\documentclass[letterpaper,12pt]{article}
\usepackage{amsmath}
\addtolength{\oddsidemargin}{-.5in}
\addtolength{\evensidemargin}{1in}
\addtolength{\textwidth}{1.15in}
\addtolength{\topmargin}{-.75in}
\addtolength{\textheight}{1in}
\begin{document}
\begin{align}
\nonumber &E_{AH}^* = (S_b^*, I_b^*, S_h^*, I_a^*, R_h^*) = \Big(\frac{\mu_b + \delta_b}{\beta_B}, \frac{\Lambda_b\beta_B - \mu_b(\mu_b+\delta_b)}{\beta_B(\mu_b + \delta_b)},\\ \nonumber &\frac{\Lambda_h\beta_B(\mu_b+\delta_b)}{\mu_h\beta_B(\mu_b+\delta_b)+\beta_{BH}\lbrack\Lambda_b\beta_B-\mu_b(\mu_b+\delta_b)\rbrack},
\frac{\Lambda_h\beta_{BH}\lbrack\Lambda_b\beta_B-\mu_b(\mu_b+\delta_b)\rbrack}{(\mu_h+d+\gamma_a)\big\lbrack\mu_h\beta_B(\mu_b+\delta_b)+\beta_{BH}\big(\Lambda_b\beta_B-\mu_b(\mu_b+\delta_b)\big)\big\rbrack},\\
&\frac{\gamma_a\Lambda_h\beta_{BH}\lbrack\Lambda_b\beta_B-\mu_b(\mu_b+\delta_b)\rbrack}{\mu_h(\mu_h+d+\gamma_a)\big\lbrack\mu_h\beta_B(\mu_b+\delta_b)+\beta_{BH}\big(\Lambda_b\beta_B-\mu_b(\mu_b+\delta_b)\big)\big\rbrack}\Big). \label{Eqn: EEAH}
\end{align}
\end{document}
有没有办法来解决这个问题?
答案1
公式的长度超出了允许的水平空间,为了便于阅读,将其分成五行。
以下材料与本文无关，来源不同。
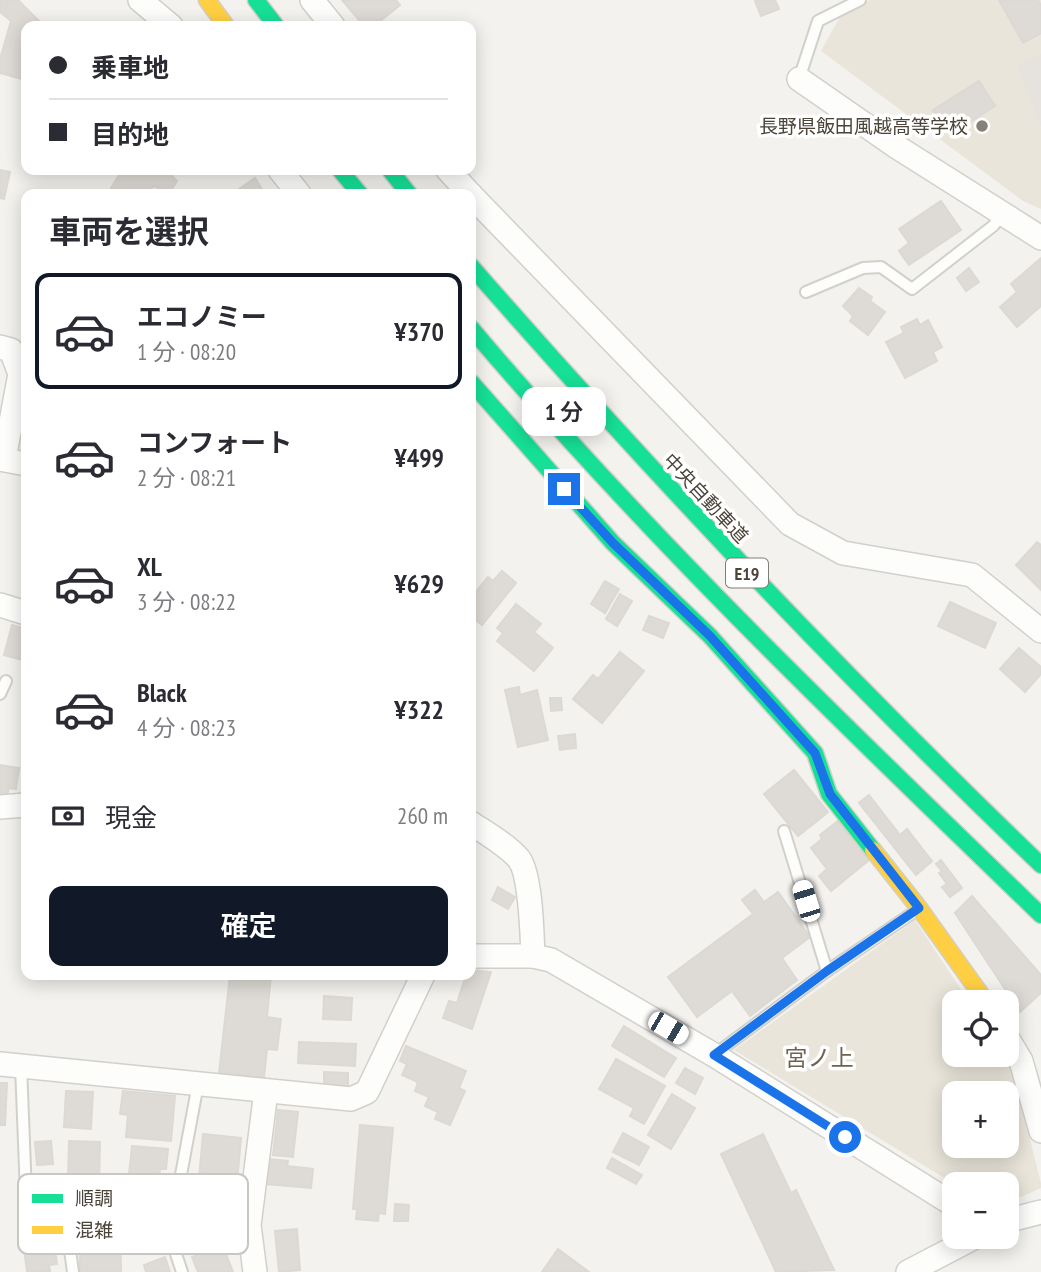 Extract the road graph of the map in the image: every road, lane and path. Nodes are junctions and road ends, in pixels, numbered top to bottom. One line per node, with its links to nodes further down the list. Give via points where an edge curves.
1 (140, 0): 6 (street)
2 (207, 0): 7 (main road)
3 (256, 0): 8 (main road)
4 (312, 0): 9 (street)
5 (860, 0): 10 (lane, via 818,21)
6 (165, 21)
7 (222, 21)
8 (272, 21)
9 (329, 21)
10 (799, 79): 20 (street)
11 (284, 175): 15 (street)
12 (344, 175): 16 (main road)
13 (394, 175): 17 (main road)
14 (452, 175): 18 (street)
15 (295, 189)
16 (356, 189)
17 (405, 189)
18 (465, 189)
19 (476, 201): 30 (street, via 790,524 843,553 971,575)
20 (1003, 214): 21 (street); 23 (lane, via 912,289 881,267 863,268)
21 (1041, 238)
22 (476, 272): 37 (main road, 中央自動車道 / E19, via 783,611)
23 (806, 292)
24 (476, 334): 39 (main road, E19, via 674,550)
25 (0, 346): 27 (street, via 11,350 20,374)
26 (476, 388): 38 (main road, via 613,543 710,636 815,753 830,794)
27 (10, 461)
28 (0, 605): 29 (street)
29 (21, 611)
30 (1041, 631)
31 (6, 681): 32 (lane)
32 (0, 694)
33 (21, 805): 34 (street)
34 (0, 807)
35 (476, 826): 41 (street, via 520,860 531,904)
36 (784, 831): 42 (lane)
37 (1041, 865)
38 (919, 908): 42 (lane); 44 (main road)
39 (1041, 915)
40 (476, 956): 41 (street)
41 (533, 956): 45 (street, via 551,960)
42 (827, 971): 45 (lane)
43 (421, 980): 49 (street, via 366,1092 351,1099)
44 (978, 990)
45 (714, 1055): 53 (street)
46 (1019, 1058): 50 (street)
47 (11, 1065): 48 (street); 51 (lane)
48 (198, 1084): 49 (street); 52 (lane)
49 (266, 1091): 61 (street, via 249,1225)
50 (1041, 1131)
51 (24, 1174)
52 (181, 1174)
53 (942, 1198)
54 (1041, 1212): 55 (street)
55 (1019, 1217)
56 (952, 1249): 62 (street)
57 (71, 1254): 59 (lane)
58 (176, 1254): 60 (lane)
59 (73, 1272)
60 (182, 1272)
61 (255, 1272)
62 (908, 1272)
拆分行时,应具有与符号=
在所有行中都存在时相同的虚拟空间。为此,请\phantom{{}={}}
在没有 的行的开头插入=
。此外,添加两个括号{}={}
是因为=
是一个二进制运算符,就像+
或 一样-
,这些括号充当数学原子,用于在符号周围保持正确的间距=
。
\documentclass[letterpaper,12pt]{article}
\addtolength{\oddsidemargin}{-.5in}
\addtolength{\evensidemargin}{1in}
\addtolength{\textwidth}{1.15in}
\addtolength{\topmargin}{-.75in}
\addtolength{\textheight}{1in}
\usepackage{amsmath}
\begin{document}
\begin{align}
\nonumber E_{AH}^* &= (S_b^*, I_b^*, S_h^*, I_a^*, R_h^*) \\ \nonumber
&= \Big(\frac{\mu_b + \delta_b}{\beta_B}, \frac{\Lambda_b\beta_B - \mu_b(\mu_b+\delta_b)}{\beta_B(\mu_b + \delta_b)},\\ \nonumber
&\phantom{{}={}} \frac{\Lambda_h\beta_B(\mu_b+\delta_b)}{\mu_h\beta_B(\mu_b+\delta_b)+\beta_{BH}\lbrack\Lambda_b\beta_B-\mu_b(\mu_b+\delta_b)\rbrack}, \\ \nonumber
&\phantom{{}={}} \frac{\Lambda_h\beta_{BH}\lbrack\Lambda_b\beta_B-\mu_b(\mu_b+\delta_b)\rbrack}{(\mu_h+d+\gamma_a)\big\lbrack\mu_h\beta_B(\mu_b+\delta_b)+\beta_{BH}\big(\Lambda_b\beta_B-\mu_b(\mu_b+\delta_b)\big)\big\rbrack},\\
&\phantom{{}={}} \frac{\gamma_a\Lambda_h\beta_{BH}\lbrack\Lambda_b\beta_B-\mu_b(\mu_b+\delta_b)\rbrack}{\mu_h(\mu_h+d+\gamma_a)\big\lbrack\mu_h\beta_B(\mu_b+\delta_b)+\beta_{BH}\big(\Lambda_b\beta_B-\mu_b(\mu_b+\delta_b)\big)\big\rbrack}\Big). \label{Eqn: EEAH}
\end{align}
\end{document}
答案2
你的读者会很难找到符号和它们的展开之间的对应关系。我建议把主要方程放在中心,然后解释它下面的符号。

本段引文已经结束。